Disturbance of nuclear and cytoplasmic TAR DNA-binding protein (TDP-43) induces disease-like redistribution, sequestration, and aggregate formation

TAR DNA-binding protein 43 (TDP- 43) is the disease protein in frontotemporal lobar degeneration with ubiquitin-positive inclusions (FTLD-U) and amyotrophic lateral sclerosis (ALS). Although normal TDP- 43 is a nuclear protein, pathological TDP- 43 is redistributed and sequestered as insoluble aggregates in neuronal nuclei, perikarya, and neurites. Here we recapitulate these pathological phenotypes in cultured cells by altering endogenous TDP-43 nuclear trafficking and by expressing mutants with defective nuclear localization (TDP-43-Delta NLS) or nuclear export signals (TDP-43-Delta NES). Restricting endogenous cytoplasmic TDP- 43 from entering the nucleus or preventing its exit out of the nucleus resulted in TDP- 43 aggregate formation.

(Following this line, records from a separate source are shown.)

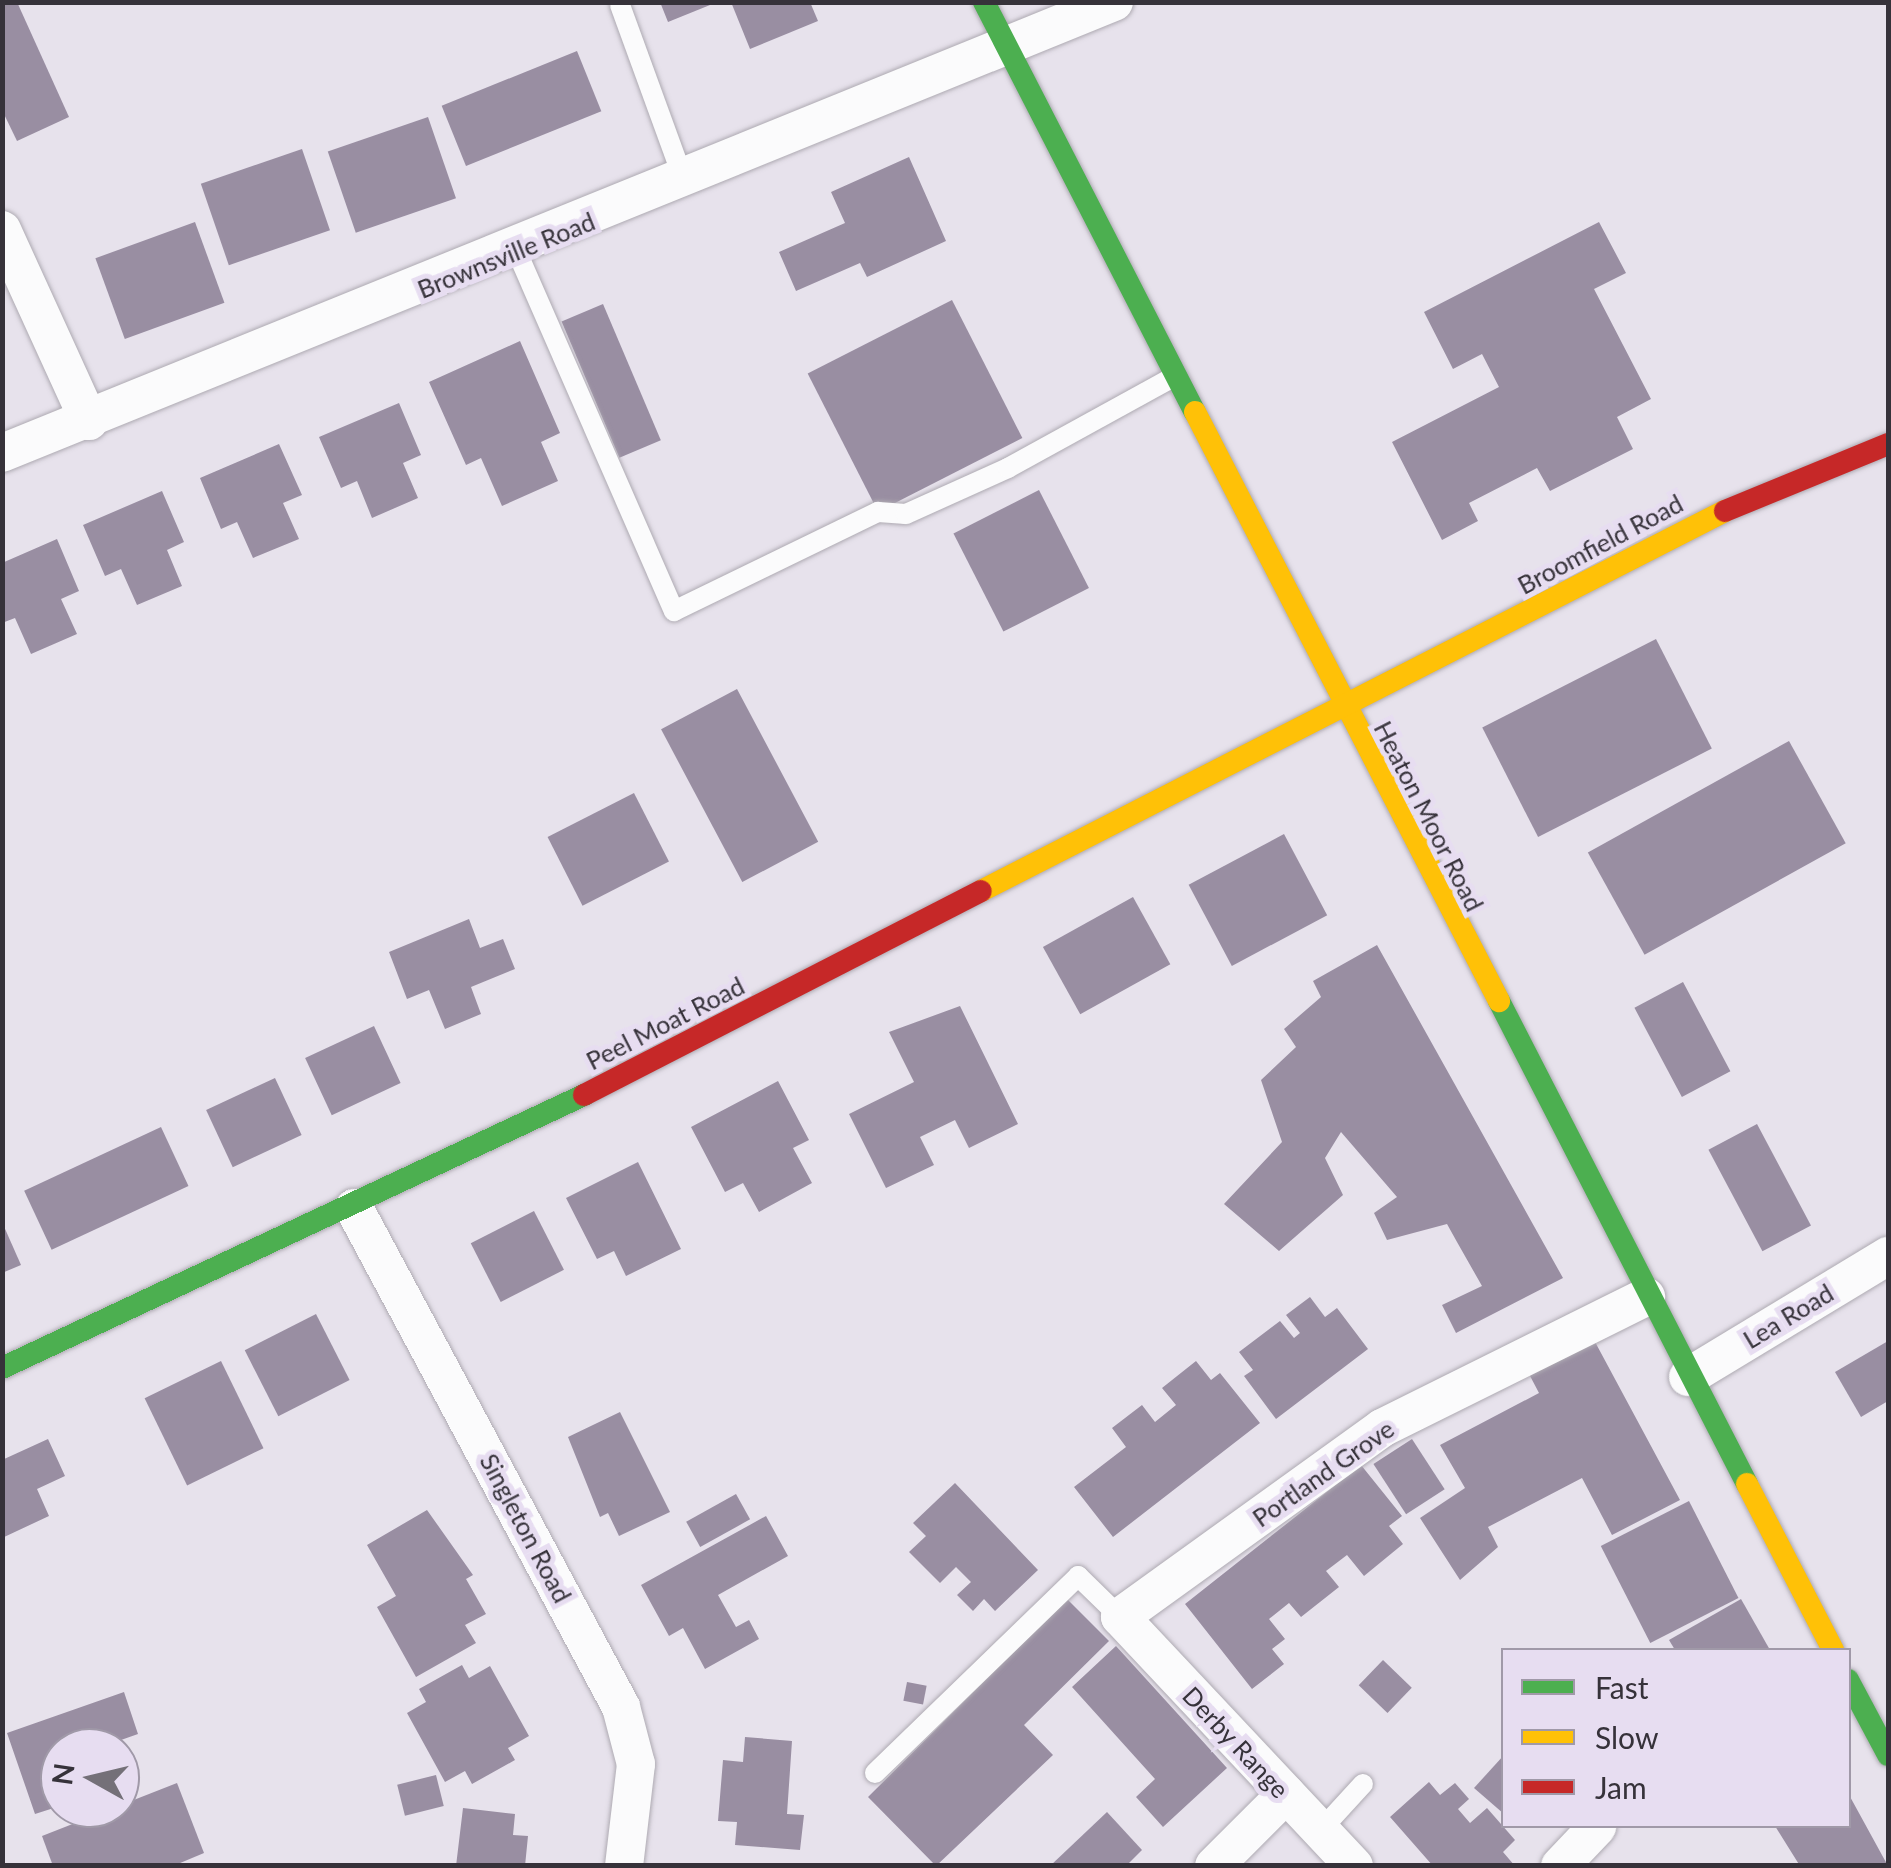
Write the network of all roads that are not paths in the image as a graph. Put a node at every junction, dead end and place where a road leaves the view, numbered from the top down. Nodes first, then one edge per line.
1 (984, 2) edge
2 (1114, 2) edge
3 (620, 6) dead end
4 (1007, 48) junction
5 (684, 181) junction
6 (2, 230) edge
7 (517, 252) junction
8 (1172, 378) junction
9 (90, 421) junction
10 (1888, 444) edge
11 (2, 453) edge
12 (1344, 710) junction
13 (354, 1208) junction
14 (1888, 1256) edge
15 (1646, 1296) junction
16 (2, 1368) edge
17 (1688, 1377) junction
18 (1120, 1616) junction
19 (1832, 1648) edge
20 (1851, 1686) edge
21 (1888, 1756) edge
22 (875, 1773) dead end
23 (1362, 1784) dead end
24 (1286, 1794) junction
25 (1597, 1828) edge
26 (1319, 1832) junction
27 (624, 1866) edge
28 (1214, 1866) edge
29 (1354, 1866) edge
30 (1560, 1866) edge

1 - 4 street, Heaton Moor Road
2 - 4 street, Brownsville Road
3 - 5 lane
4 - 5 street, Brownsville Road
4 - 8 street, Heaton Moor Road
5 - 7 street, Brownsville Road
6 - 9 street
7 - 8 lane
7 - 9 street, Brownsville Road
8 - 12 street, Heaton Moor Road
9 - 11 street, Brownsville Road
10 - 12 street, Broomfield Road
12 - 13 street, Peel Moat Road
12 - 15 street, Heaton Moor Road
13 - 16 street, Peel Moat Road
13 - 27 street, Singleton Road
14 - 17 street, Lea Road
15 - 17 street, Heaton Moor Road
15 - 18 street, Portland Grove
17 - 19 street, Heaton Moor Road
18 - 22 lane
18 - 24 street, Derby Range
20 - 21 street
23 - 26 lane
24 - 26 street, Derby Range
24 - 28 street
25 - 30 street
26 - 29 street, Derby Range

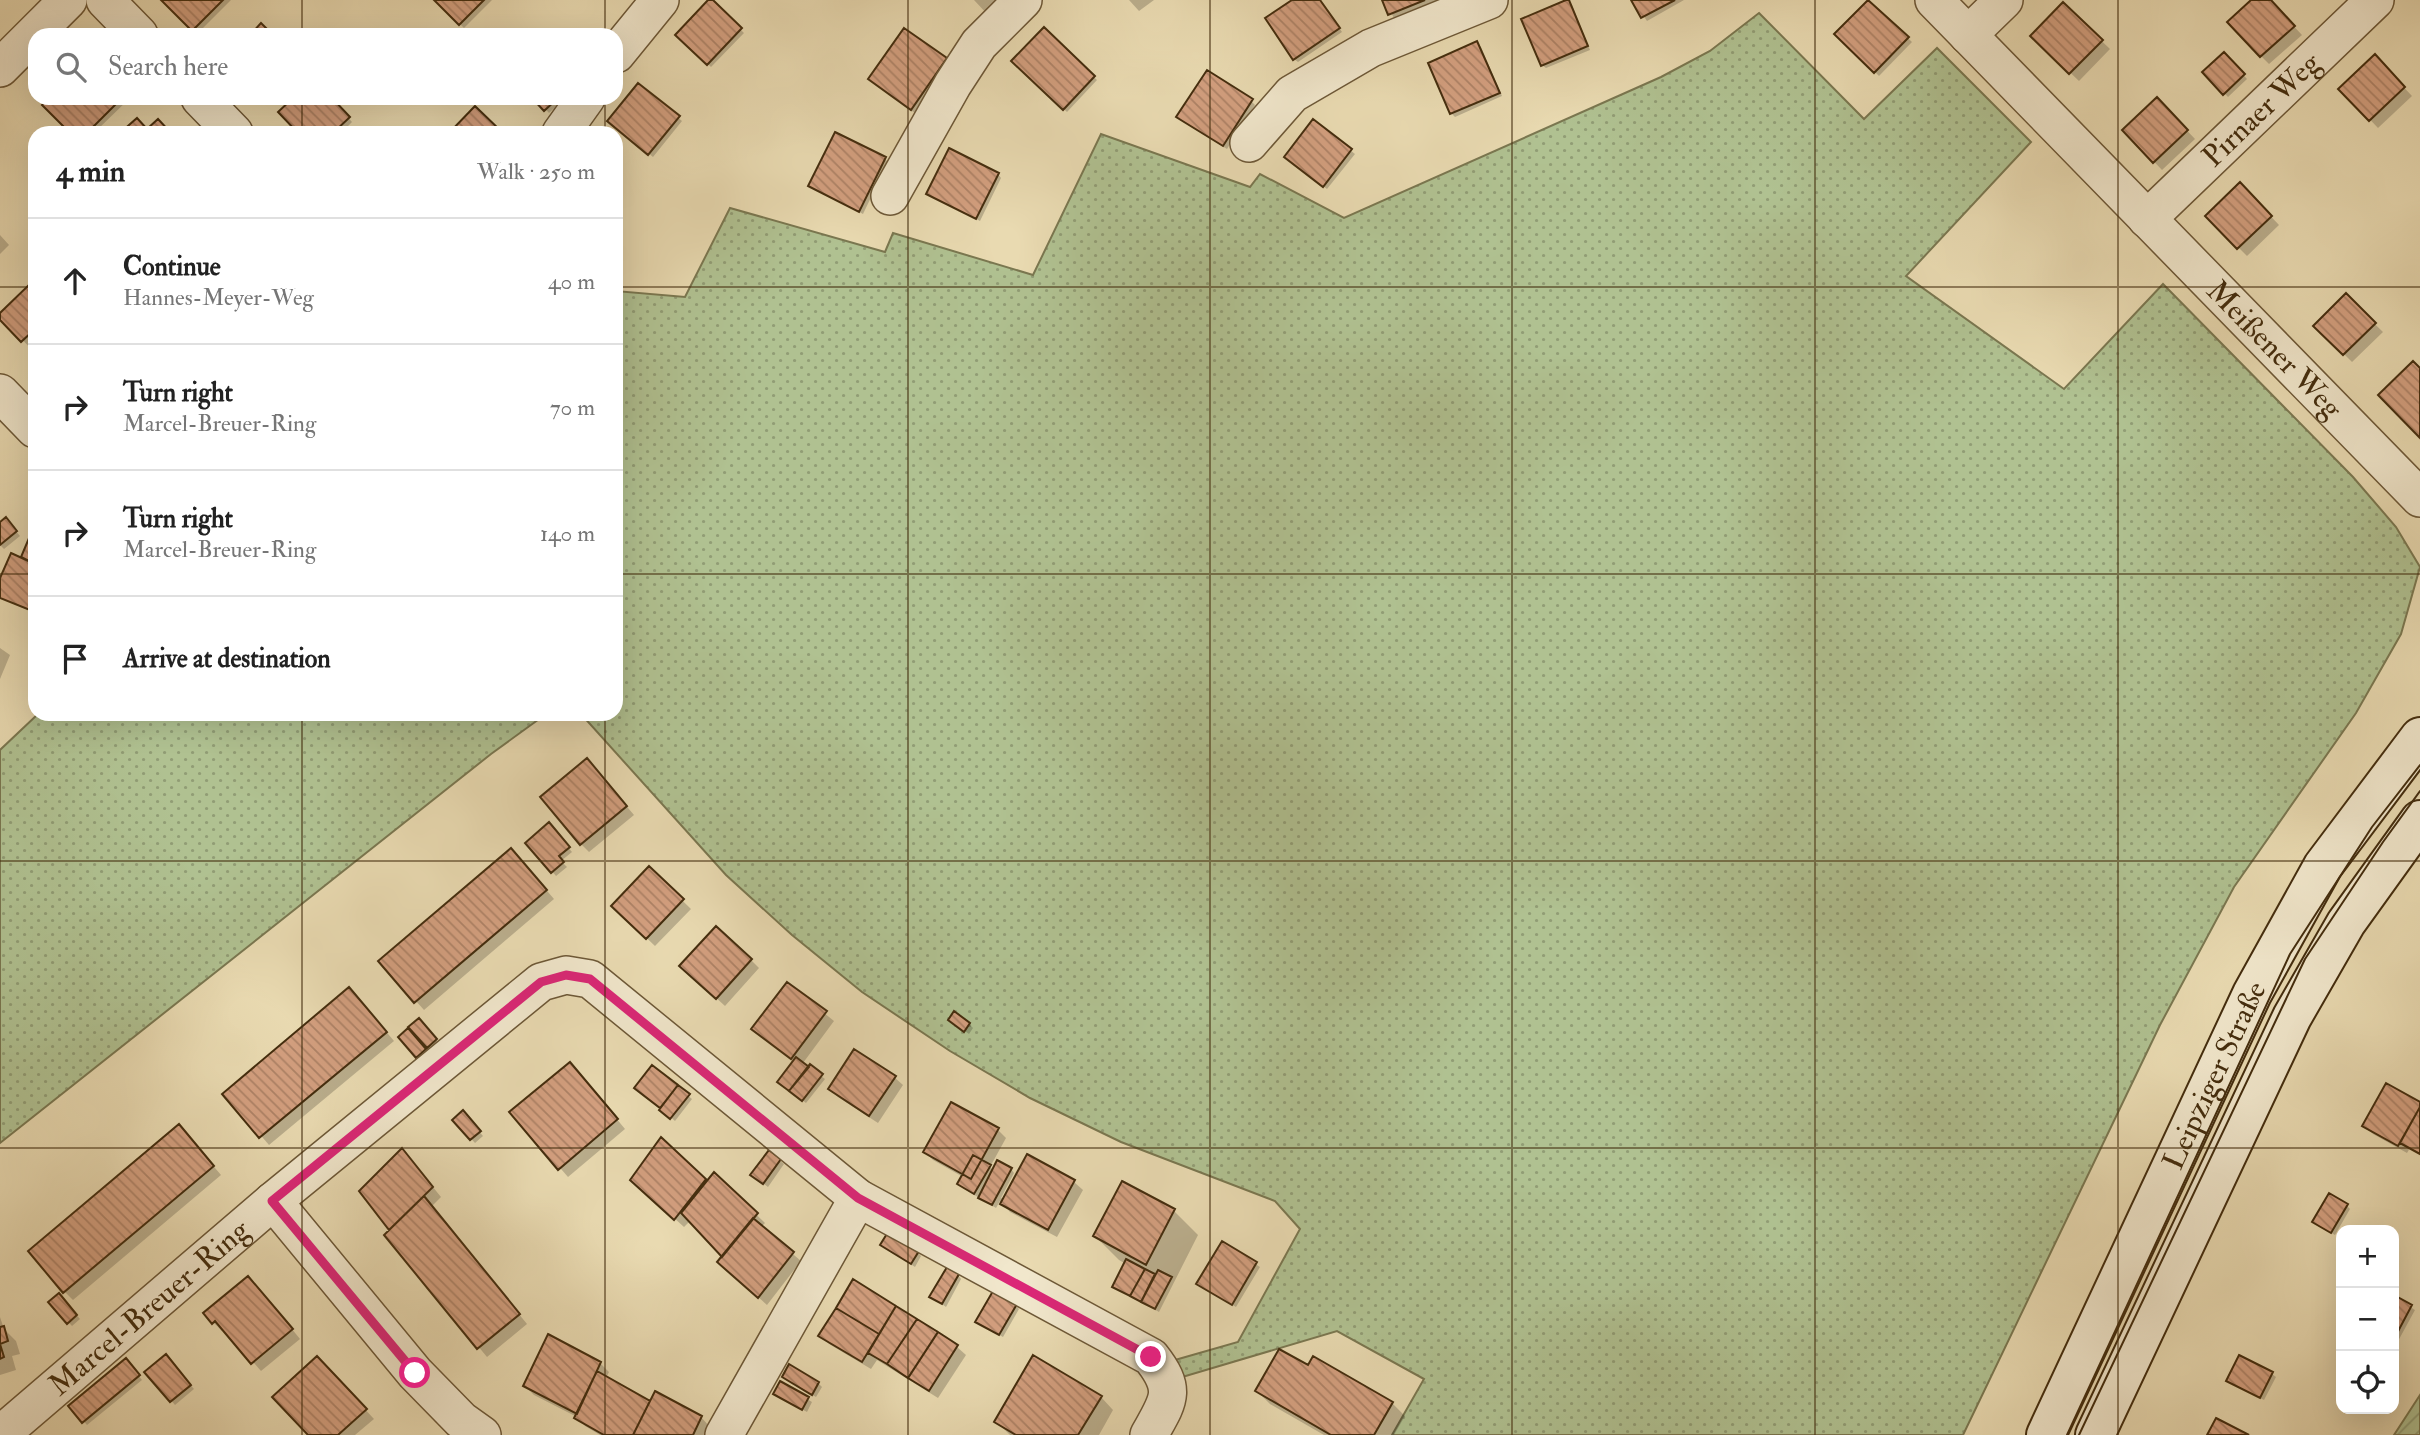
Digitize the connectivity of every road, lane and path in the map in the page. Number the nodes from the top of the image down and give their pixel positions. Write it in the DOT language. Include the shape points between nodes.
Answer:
graph roads {
  1 [pos="68,0"];
  2 [pos="105,0"];
  3 [pos="660,0"];
  4 [pos="1023,0"];
  5 [pos="1489,0"];
  6 [pos="1934,0"];
  7 [pos="2004,0"];
  8 [pos="2375,0"];
  9 [pos="40,28"];
  10 [pos="132,28"];
  11 [pos="1968,35"];
  12 [pos="28,40"];
  13 [pos="623,45"];
  14 [pos="0,68"];
  15 [pos="207,105"];
  16 [pos="581,105"];
  17 [pos="227,126"];
  18 [pos="566,126"];
  19 [pos="1249,144"];
  20 [pos="890,196"];
  21 [pos="2138,209"];
  22 [pos="0,393"];
  23 [pos="28,422"];
  24 [pos="2420,498"];
  25 [pos="2420,737"];
  26 [pos="2420,820"];
  27 [pos="858,1198"];
  28 [pos="272,1201"];
  29 [pos="0,1435"];
  30 [pos="482,1435"];
  31 [pos="724,1435"];
  32 [pos="1149,1435"];
  33 [pos="2046,1435"];
  34 [pos="2095,1435"];
  1 -- 9 [label="street"];
  2 -- 10 [label="street"];
  3 -- 13 [label="street"];
  4 -- 20 [label="street" via="979,44"];
  5 -- 19 [label="street" via="1371,48 1293,94"];
  6 -- 11 [label="street, Meißener Weg"];
  7 -- 11 [label="street"];
  8 -- 21 [label="street, Pirnaer Weg"];
  11 -- 21 [label="street, Meißener Weg" via="2045,114 2050,147 2094,190"];
  12 -- 14 [label="street"];
  15 -- 17 [label="street"];
  16 -- 18 [label="street"];
  21 -- 24 [label="street, Meißener Weg"];
  22 -- 23 [label="street"];
  25 -- 33 [label="main road, Leipziger Straße" via="2323,866 2252,994"];
  26 -- 34 [label="main road, Leipziger Straße" via="2346,923 2292,1017"];
  27 -- 28 [label="street, Marcel-Breuer-Ring" via="590,979 566,975 541,982"];
  27 -- 31 [label="street"];
  27 -- 32 [label="street, Marcel-Breuer-Ring" via="1151,1357 1165,1374 1168,1400"];
  28 -- 29 [label="street, Marcel-Breuer-Ring"];
  28 -- 30 [label="street" via="415,1373"];
}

TDP-43-Delta NLS accumulates as insoluble cytoplasmic aggregates and sequesters endogenous TDP-43, thereby depleting normal nuclear TDP-43, whereas TDP-43-Delta NES forms insoluble nuclear aggregates with endogenous TDP-43. Mutant forms of TDP-43 also replicate the biochemical profile of pathological TDP-43 in FTLD-U/ALS. Thus, FTLD-U/ALS pathogenesis may be linked mechanistically to deleterious perturbations of nuclear trafficking and solubility of TDP-43.